We've already been talking about the first one, DDL, although somewhat obliquely.
That was just the special syntax used to describe IDS records.
This brings us into something of an interplay with COBOL.
You see, this business language was codified in 1959, just two years
before development started on IDS. I was actually just dipping my toes into COBOL land preparing a
bonus episode, so I don't want to dive in again, but I think I have to. COBOL was designed as
something of a proto-database system.
So here's the deal.
A COBOL program is composed of two source files, a data division and a procedure division. The data division describes all the variables and data structures you're going to use.
This can be simple things like just normal variables, or it can be entire structured
tables of data.
DDL is the IDS equivalent of the data division.
It describes your data structures, their field names, field types, and the overall shape
of your data.
The only real difference is that DDL was used to describe external data structures, whereas
COBOL's data division was an internal-only thing.
IDS was built to spread around its data, in theory.
The second language in play is the IDS Data Manipulation Language, or DML.
This is equivalent to COBOL's Procedure Division.
All your queries, all your reads and writes are written in DML.
At least, there is a DML at some point in the process.
By the time IDS is actually out in the wild and well-documented, everything is mediated
through COBOL.
IDS was being accessed using a COBOL library that spliced DML commands into COBOL itself.
At least, that's kind of what it looks like to me.
All the syntax for DML is pretty in line with traditional COBOL-style syntax.
DML is the more important of the interfaces here.
Most of the code you write for a database is involved with manipulating data. You only have to describe your data one time, at least that's the ideal situation.
Sometimes we mess up, but hey, DML is where it's at. The thing is, the operating principles
used in IDS are… strange. It's a lot different than a modern database, so it's been a little hard for me to
wrap my head around it. IDS Operations used this scratchpad thing that Bachman calls the
working space. This was used to store records that were being actively used. If you wanted to
update your record, you'd first load it into the working space, make your changes, and then store the updated record back in IDS.
It's a little odd, but I guess not that out of the ordinary.
Most data access works this way in the background, IDS is just explicit about the setup.
There's also the matter of chains and links.
This is really what confused me for
quite some time. In IDS, you don't just ask the system for some specific record. Let's stick with
the vendor order item database from earlier. If you wanted a specific order but didn't know the
full record name, then you'd first retrieve the vendor record.
That would be your starting point.
From there, you'd retrieve the first order on the order chain.
Then you'd get the next order on the chain, and so on.
You'd keep following the chain until you hit the order you wanted or were returned to the first order in the chain.
Instead of writing complex queries, a programmer was expected to navigate this sea of links.
As such, IDS and similar systems have been retroactively called navigational databases.
There are distinct benefits to this over earlier sequential data storage, but there are also downsides.

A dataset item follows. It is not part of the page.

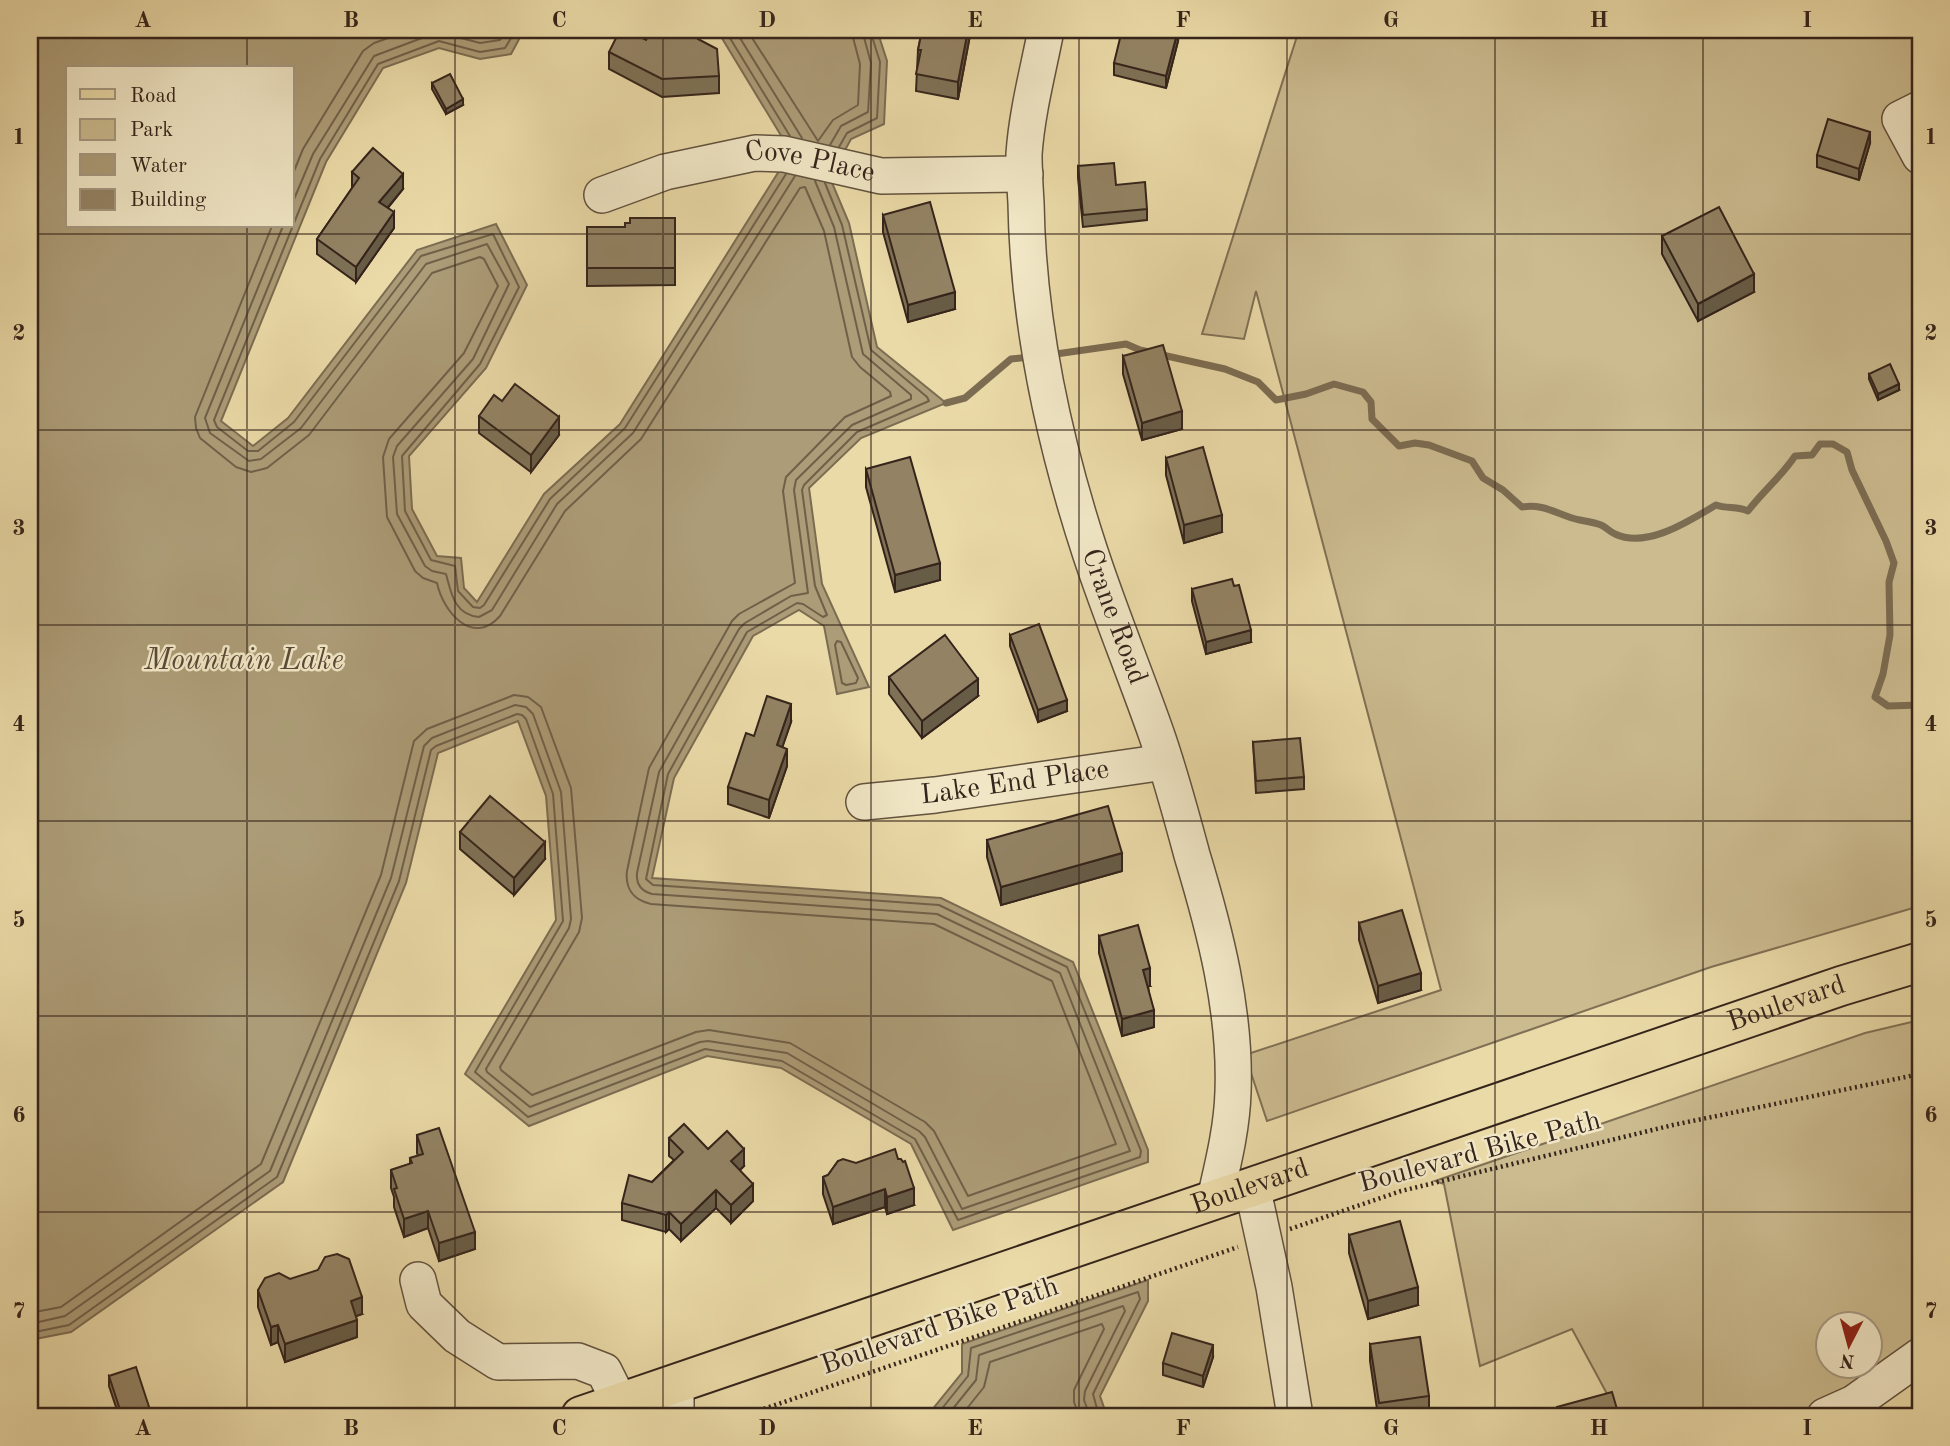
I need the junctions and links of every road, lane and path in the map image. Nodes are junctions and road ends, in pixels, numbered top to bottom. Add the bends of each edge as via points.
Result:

Really, I think this is leaning into random access in the wrong way. Sure, it's faster
to follow a handful of links instead of sequentially searching the entire table. The downside is that
this complexity is pushed onto the programmer. So while IDS did handle a lot of things for the
programmer, it didn't go all the way. Every paper or document
on IDS that I've seen includes these crazy maps of how a database can be laid out. I'll link to
some of the documentation in the show's description so you can see it yourself, because this has to
be seen to be believed. They're basically these big circular webs. Arrows represent links with boxes representing
documents. And you can get from any record to any other by following these arrows through other
records, but it can take quite a few operations to do so. The result is you end up navigating IDS
like driving through an unfamiliar city. You get street signs and
everything does connect up to everything else, it just might take some time to get from point A to
point B, especially if you don't know your path by heart. During this cruise, there's one command
you'll rely on. Retrieve. It's sort of the do-it-all command of IDS, kind of like the move operation in most
assembly language. Using retrieve, you grab a record by name. IDS calls this data name or
level one name. It's basically a key that each record must have, and it's unique.
Call retrieve with this name, and your record is loaded
into the working space. From there, you start to navigate. But how do you navigate, you ask?

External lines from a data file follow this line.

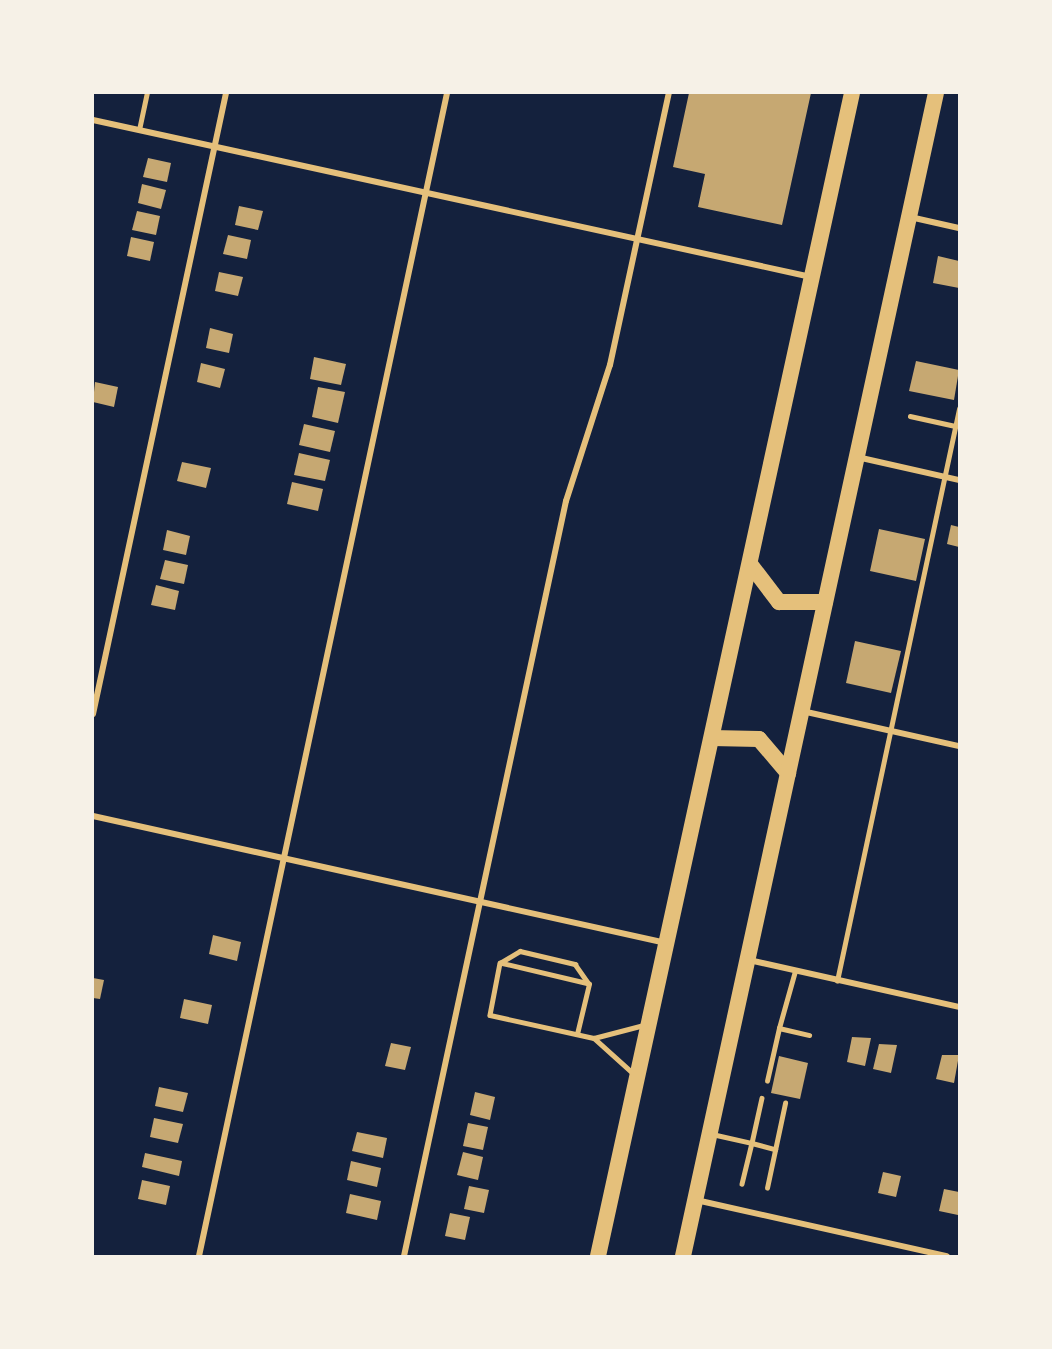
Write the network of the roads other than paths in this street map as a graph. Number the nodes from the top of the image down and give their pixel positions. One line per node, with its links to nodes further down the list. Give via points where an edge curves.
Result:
1 (147, 93): 8 (lane)
2 (226, 93): 9 (street)
3 (447, 93): 10 (street)
4 (669, 93): 13 (street)
5 (852, 93): 14 (highway)
6 (936, 93): 11 (highway)
7 (93, 120): 8 (street)
8 (139, 130): 9 (street)
9 (213, 147): 10 (street); 24 (street)
10 (426, 194): 13 (street); 30 (street)
11 (909, 216): 12 (street); 18 (highway)
12 (959, 228)
13 (637, 240): 14 (street); 31 (street, via 610,365 566,501)
14 (812, 277): 21 (highway)
15 (959, 409): 17 (lane)
16 (910, 416): 17 (lane)
17 (955, 426): 19 (lane)
18 (856, 457): 19 (street); 22 (highway)
19 (945, 477): 20 (street); 25 (lane)
20 (959, 480)
21 (750, 564): 22 (highway, via 779,602); 26 (highway)
22 (825, 602): 23 (highway)
23 (802, 711): 25 (street); 28 (highway)
24 (93, 714)
25 (891, 732): 27 (street); 36 (lane)
26 (712, 738): 28 (highway, via 759,739); 32 (highway)
27 (959, 746)
28 (788, 773): 33 (highway)
29 (93, 816): 30 (street)
30 (283, 857): 31 (street); 54 (street)
31 (480, 901): 32 (street); 55 (street)
32 (666, 943): 39 (highway)
33 (747, 960): 35 (street); 48 (highway)
34 (500, 963): 37 (lane); 37 (lane, via 520,951 575,964); 41 (lane, via 490,1015)
35 (795, 971): 36 (street); 40 (lane)
36 (837, 981): 38 (street)
37 (589, 984): 41 (lane)
38 (959, 1007)
39 (649, 1024): 43 (lane); 44 (highway)
40 (779, 1028): 42 (lane); 45 (lane)
41 (577, 1034): 43 (lane)
42 (809, 1035)
43 (594, 1038): 44 (lane)
44 (638, 1077): 56 (highway)
45 (767, 1081)
46 (762, 1098): 49 (lane)
47 (785, 1102): 50 (lane)
48 (710, 1133): 49 (lane); 53 (highway)
49 (752, 1143): 50 (lane); 51 (lane)
50 (775, 1149): 52 (lane)
51 (742, 1184)
52 (767, 1188)
53 (695, 1200): 57 (highway); 58 (street)
54 (199, 1256)
55 (404, 1256)
56 (598, 1256)
57 (684, 1256)
58 (948, 1256)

Well, simply run another retrieve. You can use the same command to follow links forward and
backwards. Some records even have links going back to the top-level record
that they're all connected to. Those links are followed with, you guessed it, Retrieve.
This doesn't smack of bad design to me, it's just kind of weird. Due to this multi-use nature,
Retrieve has a variable syntax. You would say Retrie retrieve record name to just get a record,
so you might write retrieve vendor one to get the first vendor. Then retrieve next record of
record name chain to follow the chain, so something like retrieve next record of vendor one chain.

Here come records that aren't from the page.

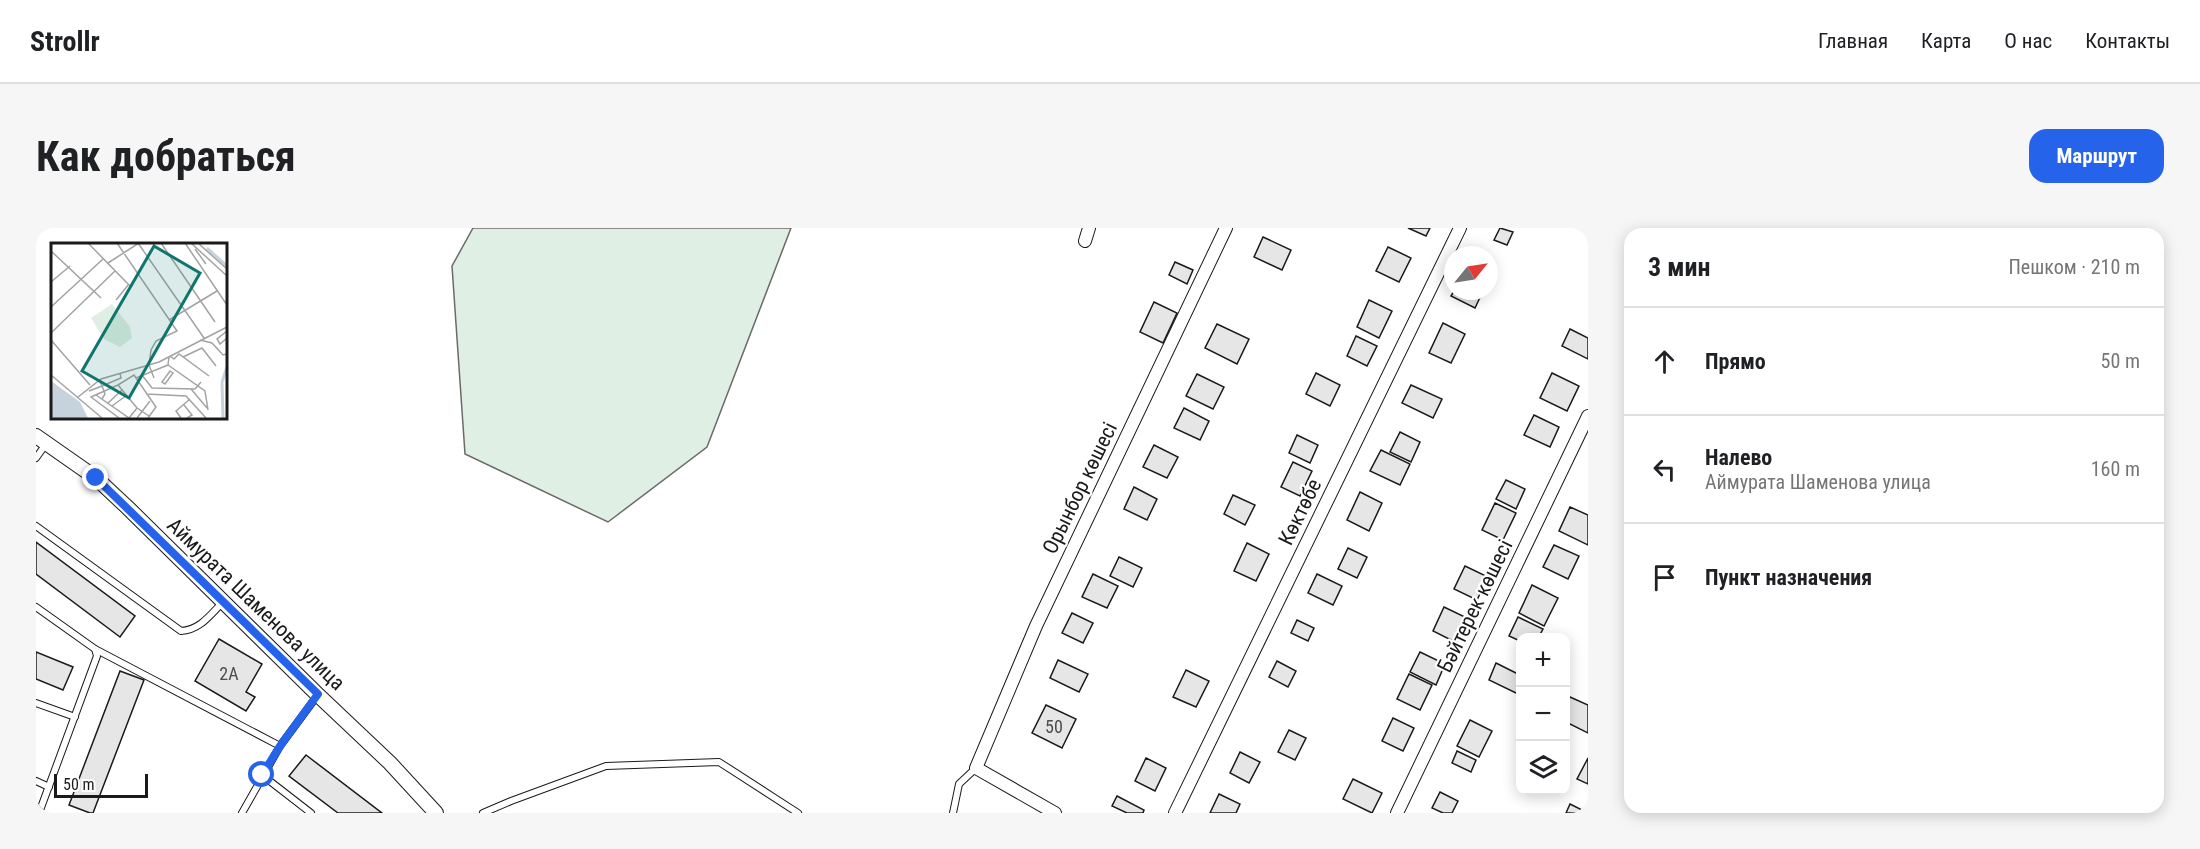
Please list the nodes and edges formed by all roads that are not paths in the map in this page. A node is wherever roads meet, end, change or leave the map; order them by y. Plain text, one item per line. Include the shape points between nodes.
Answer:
1 (1089, 228) edge
2 (1226, 228) edge
3 (1460, 228) edge
4 (1085, 241) dead end
5 (1588, 416) edge
6 (41, 440) edge
7 (36, 458) edge
8 (36, 526) edge
9 (223, 602) junction
10 (36, 607) edge
11 (95, 649) junction
12 (318, 694) junction
13 (36, 703) edge
14 (75, 717) junction
15 (280, 746) junction
16 (976, 768) junction
17 (262, 775) junction
18 (36, 781) edge
19 (49, 787) junction
20 (39, 813) edge
21 (242, 813) edge
22 (311, 813) edge
23 (436, 813) edge
24 (483, 813) edge
25 (798, 813) edge
26 (953, 813) edge
27 (1054, 813) edge
28 (1175, 813) edge
29 (1396, 813) edge

1 - 4 street
2 - 16 street, Орынбор көшесі via 1036,626
3 - 28 street, Көктөбе
5 - 29 street, Бәйтерек көшесі
6 - 7 lane
6 - 9 street, Аймурата Шаменова улица via 96,478
8 - 9 lane via 181,631 202,624
9 - 12 street, Аймурата Шаменова улица
10 - 11 lane
11 - 14 lane via 95,664
11 - 15 lane
12 - 15 lane
12 - 23 street, Аймурата Шаменова улица
13 - 14 lane
14 - 19 lane
15 - 17 lane
16 - 26 lane via 959,784
16 - 27 street
17 - 21 lane
17 - 22 lane
18 - 19 lane
19 - 20 lane
24 - 25 lane via 606,766 719,762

chain. So something like, retrieve next record of vendor one chain. There are also a handful of other ways to invoke retrieve, but I won't list them all here. They're all of a similar type of
vein. What I would like to draw attention to is that second example, retrieve next record of name chain. That's pretty verbose. You have the main operation, retrieve, the argument,
your record name, and then just a pile of words. I could see the syntax being simplified to
something like retrieve next record name, or heck, maybe just next if the record is already in the working space, because you do have
to retrieve the record first. This verbosity is something to keep an eye out for. Another
interesting feature is the sparseness of the syntax. Everything is just an English word.
You know, the kind you find in a dictionary. DML doesn't use any special characters, not even punctuation.
Every command is composed of simple words and record names.
This is somewhat unique for a language of the era.
Contemporaries like Fortran, Lisp, or Algol are chock-a-block with special characters.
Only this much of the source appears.